In Mexico, locally made handcrafts and Chinese-made alternatives can seem almost indistinguishable, so shoppers often make the cheaper choice. To compete, Mexican handcrafters are experimenting with new mediums – and transforming traditional art forms in the process.

MEXICO CITY, MEXICO – Working a piece of wire in her hands, Adriana García Martínez forms a torso, arms and legs. Minutes later, she sets aside the metal silhouette and begins to spread a thick mixture of water and wheat flour onto the papers lying on her paint-stained table.

Using a method known as cartonería, which local craft workers use to make toys, masks, piñatas and decorative items, the 39-year-old crafter works on her latest sculpture at her workspace in the Mexico City metropolitan area. She calls the sculpture “Alma de alambre,” or “Soul of Wire.”
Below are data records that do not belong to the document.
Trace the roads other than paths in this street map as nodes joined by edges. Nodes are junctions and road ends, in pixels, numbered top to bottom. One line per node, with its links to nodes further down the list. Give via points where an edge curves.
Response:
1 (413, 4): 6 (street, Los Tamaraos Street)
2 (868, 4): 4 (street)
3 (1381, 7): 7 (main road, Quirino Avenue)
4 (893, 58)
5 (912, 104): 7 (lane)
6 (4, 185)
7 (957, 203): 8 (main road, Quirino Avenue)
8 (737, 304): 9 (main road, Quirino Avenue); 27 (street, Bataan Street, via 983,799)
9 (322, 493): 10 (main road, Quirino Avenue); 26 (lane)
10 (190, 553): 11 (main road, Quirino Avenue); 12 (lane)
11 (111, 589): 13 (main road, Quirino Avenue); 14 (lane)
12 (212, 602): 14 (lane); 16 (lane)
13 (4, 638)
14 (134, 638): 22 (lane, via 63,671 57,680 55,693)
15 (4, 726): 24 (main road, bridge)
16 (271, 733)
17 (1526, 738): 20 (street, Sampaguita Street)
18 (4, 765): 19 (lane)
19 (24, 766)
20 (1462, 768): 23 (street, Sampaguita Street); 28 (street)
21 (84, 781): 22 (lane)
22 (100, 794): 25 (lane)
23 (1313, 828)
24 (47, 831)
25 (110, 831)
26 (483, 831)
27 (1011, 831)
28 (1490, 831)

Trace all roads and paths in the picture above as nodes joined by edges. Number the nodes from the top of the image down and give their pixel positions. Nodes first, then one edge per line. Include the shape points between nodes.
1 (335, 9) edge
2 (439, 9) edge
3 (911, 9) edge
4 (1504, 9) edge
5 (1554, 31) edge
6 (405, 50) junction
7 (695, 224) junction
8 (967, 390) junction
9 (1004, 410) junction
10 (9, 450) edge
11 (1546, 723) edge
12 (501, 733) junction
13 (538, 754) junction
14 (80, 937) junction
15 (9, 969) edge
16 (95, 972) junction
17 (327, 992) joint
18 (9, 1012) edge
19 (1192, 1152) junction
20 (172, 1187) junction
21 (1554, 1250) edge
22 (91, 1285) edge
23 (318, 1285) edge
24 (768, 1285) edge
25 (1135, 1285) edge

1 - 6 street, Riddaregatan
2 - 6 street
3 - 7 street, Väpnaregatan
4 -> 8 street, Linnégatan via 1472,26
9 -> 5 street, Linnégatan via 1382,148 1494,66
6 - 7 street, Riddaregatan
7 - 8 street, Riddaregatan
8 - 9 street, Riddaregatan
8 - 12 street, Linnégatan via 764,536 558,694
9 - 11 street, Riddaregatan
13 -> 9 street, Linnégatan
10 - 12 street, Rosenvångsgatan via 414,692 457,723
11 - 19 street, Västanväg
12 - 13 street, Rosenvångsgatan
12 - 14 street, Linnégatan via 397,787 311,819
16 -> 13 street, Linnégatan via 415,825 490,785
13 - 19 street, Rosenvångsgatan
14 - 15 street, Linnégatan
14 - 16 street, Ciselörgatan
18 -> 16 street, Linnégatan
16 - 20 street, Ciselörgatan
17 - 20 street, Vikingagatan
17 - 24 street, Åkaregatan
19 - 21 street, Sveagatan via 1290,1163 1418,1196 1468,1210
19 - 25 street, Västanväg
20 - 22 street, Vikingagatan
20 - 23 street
Paper and homemade pastes are common to cartonería, but García says she uses other craft items to make her work stand out.

“There is no existing, strict technique,” she says. “You can use clay models, play dough or gypsum.”

Mexico’s arts sector is becoming increasingly competitive, due in part to the growing number of crafts and decorative items imported from China. These imports are similar to Mexican-made crafts but are of lesser quality, experts say. Some local artists are developing techniques and initiatives to distinguish their work and raise awareness about traditional handcrafts.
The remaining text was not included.